Interview: Chris Grimes, Mindi Callison preview “Dog by Dog”

By on August 3, 2015

When Mindi Callison of Bailing Out Benji approached Pets in Omaha to sponsor the Iowa Premiere of Dog by Dog, and considering the potential impact the film could have, it was impossible to say no.

Pets in Omaha is proud to support the August 9, 2015, screening of Dog by Dog, a ground-breaking, educational and independently-filmed documentary aimed at bringing awareness to the tragedy that is high-volume, inhumane commercial breeding that pervades this state and others. Dog by Dog follows the money to see who is blocking efforts to regulate the dog breeding industry.  Tickets can be purchased for the Iowa Premiere here. Also, watch trailers for the film here.

Dog by Dog, a 5414 Production and directed by Christopher Grimes, is coming to Ames City Auditorium with the help of Mindi Callison, a key contributor to the documentary, Pets in Omaha and the Green Spot. We are pleased to be able to bring readers some words from Grimes and Mindi Callison before the 800-or-so viewers will be able to see the film.

Grimes and his wife, Leigh Cavich-Grimes, started 5414 in 2008 with the goal of building a small, independent production company focused exclusively on making documentaries that explore complex public policy issues.

Grimes is not only an animal lover, but an advocate for humane treatment of all living things, saying he would like to encourage the public to be engaged, ethically-minded and enthusiastic when it comes to policy issues. His belief is that animals bred for companionship should live in a safe, comfortable and happy place from the start—not a commercially-driven, inhumane facility like a puppy mill.

The education brought forth by the film is not the only teaching opportunity for 5414, however.
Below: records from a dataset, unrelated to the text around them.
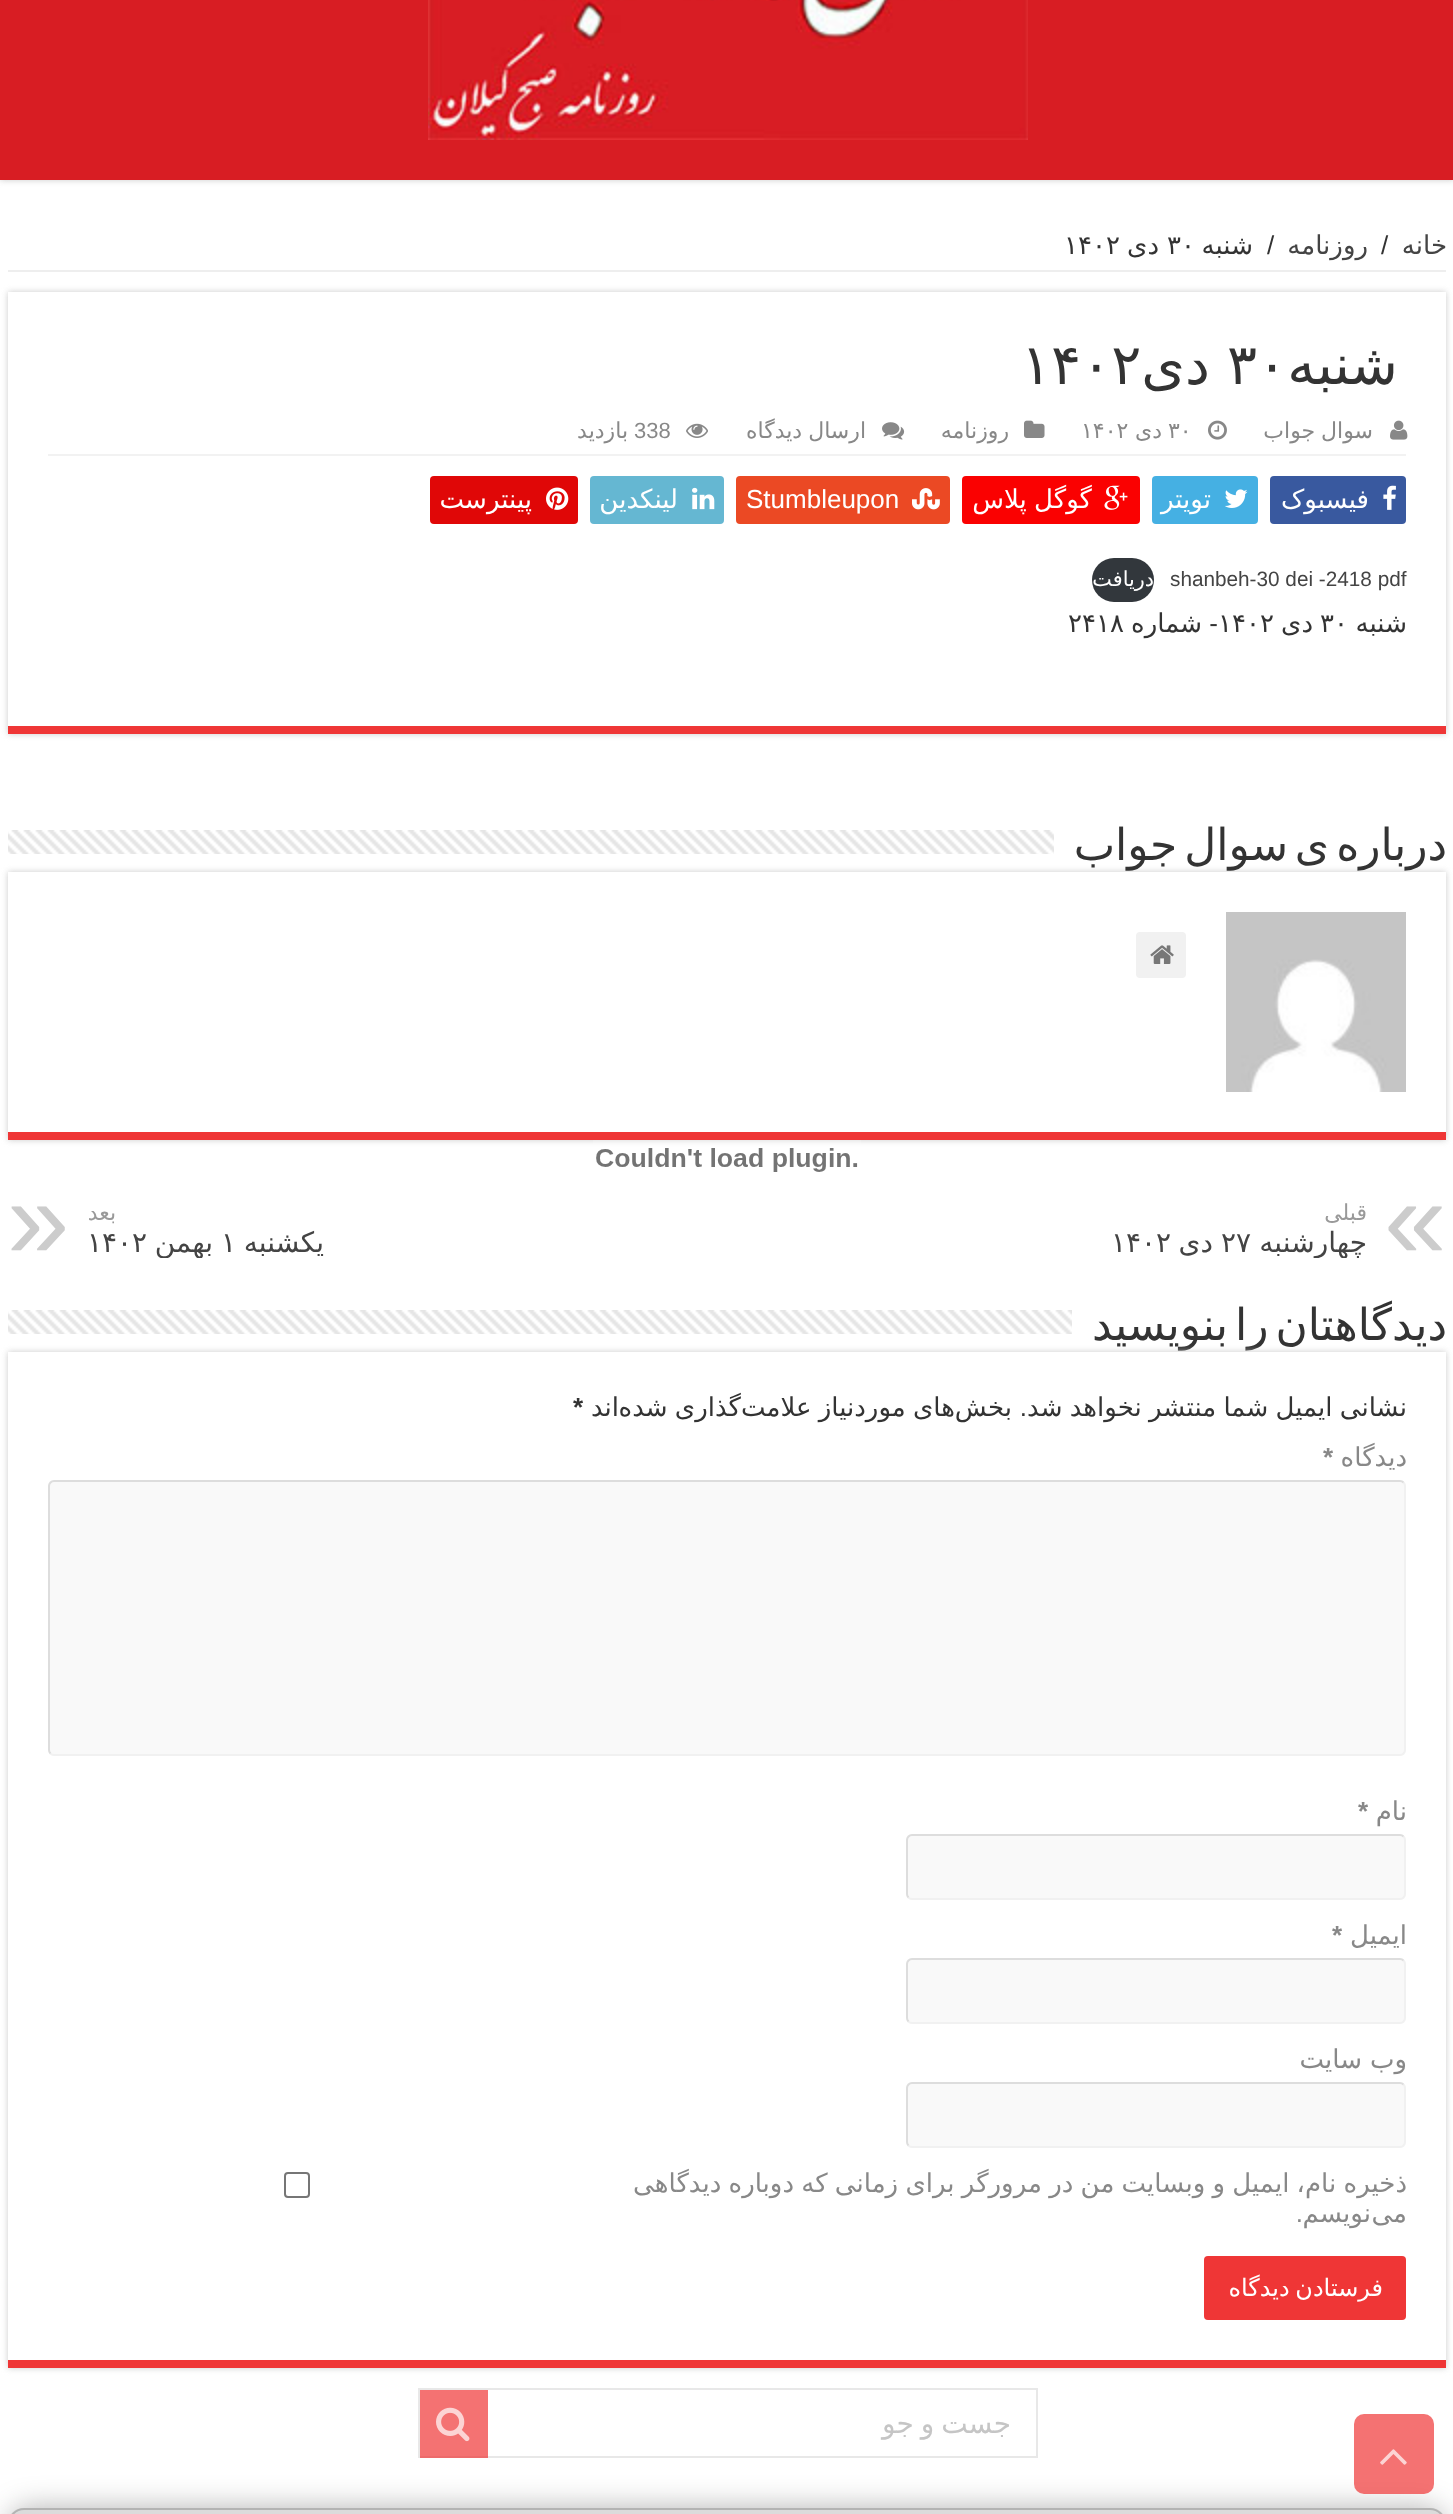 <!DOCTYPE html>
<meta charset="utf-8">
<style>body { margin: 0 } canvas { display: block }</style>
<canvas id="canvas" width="1453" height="2514"></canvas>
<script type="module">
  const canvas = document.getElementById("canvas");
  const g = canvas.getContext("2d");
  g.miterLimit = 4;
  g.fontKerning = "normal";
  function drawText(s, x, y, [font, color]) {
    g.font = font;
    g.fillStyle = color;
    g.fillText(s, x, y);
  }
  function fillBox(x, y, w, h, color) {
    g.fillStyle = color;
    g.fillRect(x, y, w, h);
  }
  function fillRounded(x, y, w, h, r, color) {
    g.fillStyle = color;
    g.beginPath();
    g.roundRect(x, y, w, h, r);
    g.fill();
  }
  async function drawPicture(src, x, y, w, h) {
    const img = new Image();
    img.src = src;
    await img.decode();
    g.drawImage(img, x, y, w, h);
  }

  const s1 = ["26px DejaVu Sans", "#444444"];
  const s2 = ["26px Liberation Sans", "#333333"];
  const s3 = ["26px DejaVu Sans", "#333333"];
  const s4 = ["56px DejaVu Sans", "#333333"];
  const s5 = ["22px DejaVu Sans", "#888888"];
  const s6 = ["22px Liberation Sans", "#888888"];
  const s7 = ["26px DejaVu Sans", "#FFFFFF"];
  const s8 = ["26px Liberation Sans", "#FFFFFF"];
  const s9 = ["20.75px Liberation Sans", "#444444"];
  const s10 = ["20.75px DejaVu Sans", "#FFFFFF"];
  const s11 = ["44px DejaVu Sans", "#333333"];
  const s12 = ["112px Liberation Sans", "#CCCCCC"];
  const s13 = ["22px DejaVu Sans", "#999999"];
  const s14 = ["28px DejaVu Sans", "#444444"];
  const s15 = ["bold 26px Liberation Sans", "#333333"];
  const s16 = ["26px DejaVu Sans", "#888888"];
  const s17 = ["bold 26px Liberation Sans", "#888888"];
  const s18 = ["26px Liberation Sans", "#888888"];
  const s19 = ["24px DejaVu Sans", "#FFFFFF"];
  const s20 = ["28px DejaVu Sans", "#C5C5C5"];

  fillBox(0, 0, 1453, 2514, "#FFFFFF");
  g.fillStyle = "#CACACA";
  g.filter = "blur(3px)";
  g.beginPath();
  g.rect(0, -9, 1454, 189);
  g.fill();
  g.filter = "none";
  fillBox(0, 0, 1453, 180, "#D81D23");
  await drawPicture("pic1.png", 428, 0, 600, 140);
  fillBox(8, 270, 1438, 2, "#EEEEEE");
  g.direction = "rtl";
  drawText("خانه", 1447, 254, s1);
  g.direction = "ltr";
  drawText("/", 1381, 254, s2);
  g.direction = "rtl";
  drawText("روزنامه", 1368, 254, s1);
  g.direction = "ltr";
  drawText("/", 1267, 254, s2);
  g.direction = "rtl";
  drawText("شنبه", 1253, 254, s3);
  g.direction = "ltr";
  drawText("۳۰", 1167, 254, s3);
  g.direction = "rtl";
  drawText("دی", 1159, 254, s3);
  g.direction = "ltr";
  drawText("۱۴۰۲", 1064, 254, s3);
  g.save();
  g.beginPath();
  g.moveTo(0, 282);
  g.lineTo(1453, 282);
  g.lineTo(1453, 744);
  g.lineTo(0, 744);
  g.closePath();
  g.moveTo(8, 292);
  g.lineTo(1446, 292);
  g.lineTo(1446, 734);
  g.lineTo(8, 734);
  g.closePath();
  g.clip("evenodd");
  g.fillStyle = "#CACACA";
  g.filter = "blur(3px)";
  g.beginPath();
  g.rect(8, 292, 1438, 442);
  g.fill();
  g.filter = "none";
  g.restore();
  fillBox(8, 726, 1438, 8, "#EF3636");
  g.direction = "rtl";
  drawText("شنبه", 1398, 384, s4);
  g.direction = "ltr";
  drawText("۳۰", 1227, 384, s4);
  g.direction = "rtl";
  drawText("دی", 1210, 384, s4);
  g.direction = "ltr";
  drawText("۱۴۰۲", 1021, 384, s4);
  fillBox(48, 454, 1358, 2, "#F2F2F2");
  await drawPicture("pic2.png", 1390, 420, 18, 20);
  g.wordSpacing = "-1px";
  g.direction = "rtl";
  drawText("سوال جواب", 1373, 438, s5);
  await drawPicture("pic3.png", 1208, 420, 19, 20);
  g.wordSpacing = "0px";
  g.direction = "ltr";
  drawText("۳۰", 1168, 438, s5);
  g.direction = "rtl";
  drawText("دی", 1162, 438, s5);
  g.direction = "ltr";
  drawText("۱۴۰۲", 1081, 438, s5);
  await drawPicture("pic4.png", 1024, 420, 21, 18);
  g.direction = "rtl";
  drawText("روزنامه", 1009, 438, s5);
  await drawPicture("pic5.png", 882, 422, 23, 18);
  g.wordSpacing = "-1px";
  drawText("ارسال دیدگاه", 866, 438, s5);
  await drawPicture("pic6.png", 686, 423, 22, 15);
  g.wordSpacing = "0px";
  g.direction = "ltr";
  drawText("338", 634, 438, s6);
  g.direction = "rtl";
  drawText("بازدید", 628, 438, s5);
  fillRounded(1270, 476, 136, 48, 4, "#39599F");
  await drawPicture("pic7.png", 1383, 485, 13, 25);
  drawText("فیسبوک", 1369, 508, s7);
  fillRounded(1152, 476, 106, 48, 4, "#45B0E3");
  await drawPicture("pic8.png", 1224, 489, 24, 19);
  drawText("تویتر", 1211, 508, s7);
  fillRounded(962, 476, 178, 48, 4, "#FA0101");
  await drawPicture("pic9.png", 1104, 485, 24, 25);
  g.wordSpacing = "-1px";
  drawText("گوگل پلاس", 1092, 508, s7);
  fillRounded(736, 476, 214, 48, 4, "#EB4924");
  await drawPicture("pic10.png", 912, 488, 28, 22);
  g.wordSpacing = "0px";
  g.direction = "ltr";
  drawText("Stumbleupon", 746, 508, s8);
  fillRounded(590, 476, 134, 48, 4, "#65B7D2");
  await drawPicture("pic11.png", 692, 487, 23, 23);
  g.direction = "rtl";
  drawText("لینکدین", 678, 508, s7);
  fillRounded(430, 476, 148, 48, 4, "#E00707");
  await drawPicture("pic12.png", 546, 487, 23, 23);
  drawText("پینترست", 532, 508, s7);
  g.direction = "ltr";
  drawText("shanbeh-30 dei -2418 pdf", 1170, 586, s9);
  fillRounded(1092, 558, 62, 44, 22, "#32373C");
  g.direction = "rtl";
  drawText("دریافت", 1154, 586, s10);
  g.save();
  g.beginPath();
  g.moveTo(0, 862);
  g.lineTo(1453, 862);
  g.lineTo(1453, 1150);
  g.lineTo(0, 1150);
  g.closePath();
  g.moveTo(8, 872);
  g.lineTo(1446, 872);
  g.lineTo(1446, 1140);
  g.lineTo(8, 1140);
  g.closePath();
  g.clip("evenodd");
  g.fillStyle = "#CACACA";
  g.filter = "blur(3px)";
  g.beginPath();
  g.rect(8, 872, 1438, 268);
  g.fill();
  g.filter = "none";
  g.restore();
  await drawPicture("pic13.png", 593, 1140, 268, 32);
  drawText("شنبه", 1407, 632, s3);
  g.direction = "ltr";
  drawText("۳۰", 1320, 632, s3);
  g.direction = "rtl";
  drawText("دی", 1313, 632, s3);
  g.direction = "ltr";
  drawText("۱۴۰۲", 1218, 632, s3);
  g.direction = "rtl";
  drawText("-", 1218, 632, s2);
  drawText("شماره", 1202, 632, s3);
  g.direction = "ltr";
  drawText("۲۴۱۸", 1068, 632, s3);
  g.save();
  g.beginPath();
  g.rect(8, 814, 1438, 58);
  g.clip();
  g.wordSpacing = "-7px";
  g.direction = "rtl";
  drawText("درباره ی", 1447, 860, s11);
  g.restore();
  g.wordSpacing = "-7px";
  g.direction = "rtl";
  drawText("سوال جواب", 1288, 860, s11);
  await drawPicture("pic14.png", 8, 830, 1046, 24);
  fillBox(8, 1132, 1438, 8, "#EF3636");
  await drawPicture("pic15.png", 1226, 912, 180, 180);
  fillRounded(1136, 932, 50, 46, 4, "#F1F1F1");
  await drawPicture("pic16.png", 1150, 945, 24, 19);
  g.wordSpacing = "0px";
  g.direction = "ltr";
  drawText("«", 1384, 1258, s12);
  g.direction = "rtl";
  drawText("قبلی", 1367, 1220, s13);
  g.save();
  g.beginPath();
  g.rect(8, 1200, 1438, 58);
  g.clip();
  drawText("چهارشنبه", 1367, 1252, s14);
  g.restore();
  g.direction = "ltr";
  drawText("۲۷", 1221, 1252, s14);
  g.direction = "rtl";
  drawText("دی", 1213, 1252, s14);
  g.direction = "ltr";
  drawText("۱۴۰۲", 1111, 1252, s14);
  g.direction = "rtl";
  drawText("بعد", 116, 1220, s13);
  g.direction = "ltr";
  drawText("»", 7, 1258, s12);
  g.direction = "rtl";
  drawText("یکشنبه", 324, 1252, s14);
  g.direction = "ltr";
  drawText("۱", 221, 1252, s14);
  g.save();
  g.beginPath();
  g.rect(8, 1200, 1438, 58);
  g.clip();
  g.direction = "rtl";
  drawText("بهمن", 213, 1252, s14);
  g.restore();
  drawText("۱۴۰۲", 87, 1252, s14);
  g.wordSpacing = "-7px";
  g.direction = "rtl";
  drawText("دیدگاهتان را بنویسید", 1447, 1340, s11);
  await drawPicture("pic17.png", 8, 1310, 1064, 24);
  g.save();
  g.beginPath();
  g.moveTo(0, 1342);
  g.lineTo(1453, 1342);
  g.lineTo(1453, 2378);
  g.lineTo(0, 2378);
  g.closePath();
  g.moveTo(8, 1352);
  g.lineTo(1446, 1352);
  g.lineTo(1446, 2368);
  g.lineTo(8, 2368);
  g.closePath();
  g.clip("evenodd");
  g.fillStyle = "#CACACA";
  g.filter = "blur(3px)";
  g.beginPath();
  g.rect(8, 1352, 1438, 1016);
  g.fill();
  g.filter = "none";
  g.restore();
  fillBox(8, 2360, 1438, 8, "#EF3636");
  g.wordSpacing = "-1px";
  drawText("نشانی ایمیل شما منتشر نخواهد شد", 1407, 1416, s3);
  g.wordSpacing = "0px";
  drawText(".", 1027, 1416, s2);
  drawText("بخش", 1012, 1416, s3);
  g.wordSpacing = "-1px";
  drawText("گذاری شده", 741, 1416, s3);
  drawText("های موردنیاز علامت", 955, 1416, s3);
  g.wordSpacing = "0px";
  drawText("اند", 619, 1416, s3);
  g.direction = "ltr";
  drawText("*", 573, 1416, s15);
  g.direction = "rtl";
  drawText("دیدگاه", 1407, 1466, s16);
  g.direction = "ltr";
  drawText("*", 1323, 1466, s17);
  fillRounded(48, 1480, 1358, 276, 6, "#F9F9F9");
  g.beginPath();
  g.moveTo(1403.5, 1482.5);
  g.bezierCurveTo(1404.5, 1483.5, 1405, 1484.5, 1405, 1486);
  g.lineTo(1405, 1750);
  g.bezierCurveTo(1405, 1751.5, 1404.5, 1752.5, 1403.5, 1753.5);
  g.bezierCurveTo(1402.5, 1754.5, 1401.5, 1755, 1400, 1755);
  g.lineTo(54, 1755);
  g.bezierCurveTo(52.5, 1755, 51.5, 1754.5, 50.5, 1753.5);
  g.strokeStyle = "#F1F1F1";
  g.lineWidth = 2;
  g.stroke();
  g.beginPath();
  g.moveTo(50.5, 1753.5);
  g.bezierCurveTo(49.5, 1752.5, 49, 1751.5, 49, 1750);
  g.lineTo(49, 1486);
  g.bezierCurveTo(49, 1484.5, 49.5, 1483.5, 50.5, 1482.5);
  g.bezierCurveTo(51.5, 1481.5, 52.5, 1481, 54, 1481);
  g.lineTo(1400, 1481);
  g.bezierCurveTo(1401.5, 1481, 1402.5, 1481.5, 1403.5, 1482.5);
  g.strokeStyle = "#DDDDDD";
  g.stroke();
  g.direction = "rtl";
  drawText("نام", 1407, 1820, s16);
  g.direction = "ltr";
  drawText("*", 1358, 1820, s17);
  fillRounded(906, 1834, 500, 66, 6, "#F9F9F9");
  g.beginPath();
  g.moveTo(1403.5, 1836.5);
  g.bezierCurveTo(1404.5, 1837.5, 1405, 1838.5, 1405, 1840);
  g.lineTo(1405, 1894);
  g.bezierCurveTo(1405, 1895.5, 1404.5, 1896.5, 1403.5, 1897.5);
  g.bezierCurveTo(1402.5, 1898.5, 1401.5, 1899, 1400, 1899);
  g.lineTo(912, 1899);
  g.bezierCurveTo(910.5, 1899, 909.5, 1898.5, 908.5, 1897.5);
  g.strokeStyle = "#F1F1F1";
  g.stroke();
  g.beginPath();
  g.moveTo(908.5, 1897.5);
  g.bezierCurveTo(907.5, 1896.5, 907, 1895.5, 907, 1894);
  g.lineTo(907, 1840);
  g.bezierCurveTo(907, 1838.5, 907.5, 1837.5, 908.5, 1836.5);
  g.bezierCurveTo(909.5, 1835.5, 910.5, 1835, 912, 1835);
  g.lineTo(1400, 1835);
  g.bezierCurveTo(1401.5, 1835, 1402.5, 1835.5, 1403.5, 1836.5);
  g.strokeStyle = "#DDDDDD";
  g.stroke();
  g.direction = "rtl";
  drawText("ایمیل", 1407, 1944, s16);
  g.direction = "ltr";
  drawText("*", 1332, 1944, s17);
  fillRounded(906, 1958, 500, 66, 6, "#F9F9F9");
  g.beginPath();
  g.moveTo(1403.5, 1960.5);
  g.bezierCurveTo(1404.5, 1961.5, 1405, 1962.5, 1405, 1964);
  g.lineTo(1405, 2018);
  g.bezierCurveTo(1405, 2019.5, 1404.5, 2020.5, 1403.5, 2021.5);
  g.bezierCurveTo(1402.5, 2022.5, 1401.5, 2023, 1400, 2023);
  g.lineTo(912, 2023);
  g.bezierCurveTo(910.5, 2023, 909.5, 2022.5, 908.5, 2021.5);
  g.strokeStyle = "#F1F1F1";
  g.stroke();
  g.beginPath();
  g.moveTo(908.5, 2021.5);
  g.bezierCurveTo(907.5, 2020.5, 907, 2019.5, 907, 2018);
  g.lineTo(907, 1964);
  g.bezierCurveTo(907, 1962.5, 907.5, 1961.5, 908.5, 1960.5);
  g.bezierCurveTo(909.5, 1959.5, 910.5, 1959, 912, 1959);
  g.lineTo(1400, 1959);
  g.bezierCurveTo(1401.5, 1959, 1402.5, 1959.5, 1403.5, 1960.5);
  g.strokeStyle = "#DDDDDD";
  g.stroke();
  g.direction = "rtl";
  drawText("وب", 1407, 2068, s16);
  drawText("سایت", 1362, 2068, s16);
  fillRounded(906, 2082, 500, 66, 6, "#F9F9F9");
  g.beginPath();
  g.moveTo(1403.5, 2084.5);
  g.bezierCurveTo(1404.5, 2085.5, 1405, 2086.5, 1405, 2088);
  g.lineTo(1405, 2142);
  g.bezierCurveTo(1405, 2143.5, 1404.5, 2144.5, 1403.5, 2145.5);
  g.bezierCurveTo(1402.5, 2146.5, 1401.5, 2147, 1400, 2147);
  g.lineTo(912, 2147);
  g.bezierCurveTo(910.5, 2147, 909.5, 2146.5, 908.5, 2145.5);
  g.strokeStyle = "#F1F1F1";
  g.stroke();
  g.beginPath();
  g.moveTo(908.5, 2145.5);
  g.bezierCurveTo(907.5, 2144.5, 907, 2143.5, 907, 2142);
  g.lineTo(907, 2088);
  g.bezierCurveTo(907, 2086.5, 907.5, 2085.5, 908.5, 2084.5);
  g.bezierCurveTo(909.5, 2083.5, 910.5, 2083, 912, 2083);
  g.lineTo(1400, 2083);
  g.bezierCurveTo(1401.5, 2083, 1402.5, 2083.5, 1403.5, 2084.5);
  g.strokeStyle = "#DDDDDD";
  g.stroke();
  g.wordSpacing = "-1px";
  drawText("ذخیره نام، ایمیل و وبسایت من در مرورگر برای زمانی که دوباره دیدگاهی", 1407, 2192, s16);
  g.wordSpacing = "0px";
  drawText("می", 1407, 2222, s16);
  drawText("نویسم", 1371, 2222, s16);
  drawText(".", 1303, 2222, s18);
  g.beginPath();
  g.roundRect(285, 2173, 24, 24, 3);
  g.strokeStyle = "#767676";
  g.stroke();
  fillRounded(1204, 2256, 202, 64, 4, "#EF3636");
  g.wordSpacing = "-2px";
  drawText("فرستادن دیدگاه", 1383, 2296, s19);
  g.strokeStyle = "#E8E8E8";
  g.strokeRect(419, 2389, 618, 68);
  g.save();
  g.beginPath();
  g.rect(444, 2408, 568, 34);
  g.clip();
  drawText("جست و جو", 1011, 2433, s20);
  g.restore();
  fillBox(420, 2390, 68, 68, "rgba(239, 54, 54, 0.7)");
  await drawPicture("pic18.png", 436, 2407, 34, 35);
  g.fillStyle = "rgba(0, 0, 0, 0.31)";
  g.filter = "blur(15px)";
  g.beginPath();
  g.roundRect(8, 2508, 1438, 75, 24);
  g.fill();
  g.filter = "none";
  fillRounded(8, 2508, 1438, 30, 24, "#DBDBDB");
  g.beginPath();
  g.roundRect(9, 2509, 1436, 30, 23);
  g.strokeStyle = "rgba(128, 128, 128, 0.43)";
  g.stroke();
  fillRounded(1354, 2414, 80, 80, 10, "rgba(239, 54, 54, 0.7)");
  await drawPicture("pic19.png", 1380, 2449, 27, 16);
</script>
The Educational Campaign funded by the film showings will be used exclusively to defray the cost of some screenings, help 5414 travel the country to speak to interested parties, and hopefully produce an edited documentary aimed at kids age 4 – 12 called Puppy By Puppy. To donate to the Educational Fund, visit this link. 



Grimes says he came to this documentary not as an animal activist, but as a filmmaker. “Of course I was upset seeing other documentaries on puppy mills and felt it was a huge problem. At the time, I don’t think I thought that I could contribute to solving the problem,” he says. That all changed when he met Christina Ksoll. She saw Grimes’s previous documentary, A Second Knock at the Door, on Netflix and reached out to him about exploring the issue of puppy mills from a “money trail” angle. “That changed the deal for me and nearly 4 years after that conversation, we are bringing Dog by Dog to Ames, Iowa.”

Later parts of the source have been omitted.